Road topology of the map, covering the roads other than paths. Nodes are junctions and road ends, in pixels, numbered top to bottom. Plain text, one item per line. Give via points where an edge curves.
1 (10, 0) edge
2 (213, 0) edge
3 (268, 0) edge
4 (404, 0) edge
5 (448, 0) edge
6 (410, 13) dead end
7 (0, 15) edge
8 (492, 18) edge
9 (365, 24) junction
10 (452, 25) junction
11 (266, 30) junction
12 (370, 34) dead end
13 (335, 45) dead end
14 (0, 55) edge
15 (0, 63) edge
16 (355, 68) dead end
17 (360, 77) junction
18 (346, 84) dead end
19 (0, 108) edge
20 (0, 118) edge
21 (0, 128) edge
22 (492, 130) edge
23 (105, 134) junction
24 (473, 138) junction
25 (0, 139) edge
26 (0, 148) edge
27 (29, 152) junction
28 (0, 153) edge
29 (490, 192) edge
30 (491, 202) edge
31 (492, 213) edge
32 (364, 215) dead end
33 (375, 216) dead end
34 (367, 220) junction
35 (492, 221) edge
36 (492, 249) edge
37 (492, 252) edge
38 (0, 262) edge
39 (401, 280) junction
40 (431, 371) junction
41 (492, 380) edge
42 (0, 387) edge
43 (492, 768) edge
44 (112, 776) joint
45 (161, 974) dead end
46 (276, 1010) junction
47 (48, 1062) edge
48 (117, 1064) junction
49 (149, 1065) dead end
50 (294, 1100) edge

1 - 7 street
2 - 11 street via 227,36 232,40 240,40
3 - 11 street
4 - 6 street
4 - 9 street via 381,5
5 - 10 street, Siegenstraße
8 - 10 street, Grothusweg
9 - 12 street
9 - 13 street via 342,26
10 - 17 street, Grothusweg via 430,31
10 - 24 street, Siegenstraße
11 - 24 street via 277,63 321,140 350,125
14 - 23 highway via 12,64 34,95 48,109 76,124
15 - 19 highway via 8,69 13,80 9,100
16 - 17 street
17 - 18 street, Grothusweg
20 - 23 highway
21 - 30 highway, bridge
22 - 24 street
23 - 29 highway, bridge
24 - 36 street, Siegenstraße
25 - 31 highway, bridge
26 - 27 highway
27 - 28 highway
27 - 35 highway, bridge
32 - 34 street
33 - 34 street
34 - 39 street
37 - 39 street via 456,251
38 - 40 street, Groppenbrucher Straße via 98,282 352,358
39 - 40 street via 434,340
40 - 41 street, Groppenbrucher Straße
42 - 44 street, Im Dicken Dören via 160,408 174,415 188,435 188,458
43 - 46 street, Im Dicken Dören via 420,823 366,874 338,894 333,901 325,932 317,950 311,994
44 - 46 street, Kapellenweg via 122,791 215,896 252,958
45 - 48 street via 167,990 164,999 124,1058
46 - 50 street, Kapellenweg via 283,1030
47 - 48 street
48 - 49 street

========================================================================

GOAL OF THE EXERCISE — Gather each line from the entries above that includes the word "Dören".

RESULT OF THE TASK —
42 - 44 street, Im Dicken Dören via 160,408 174,415 188,435 188,458
43 - 46 street, Im Dicken Dören via 420,823 366,874 338,894 333,901 325,932 317,950 311,994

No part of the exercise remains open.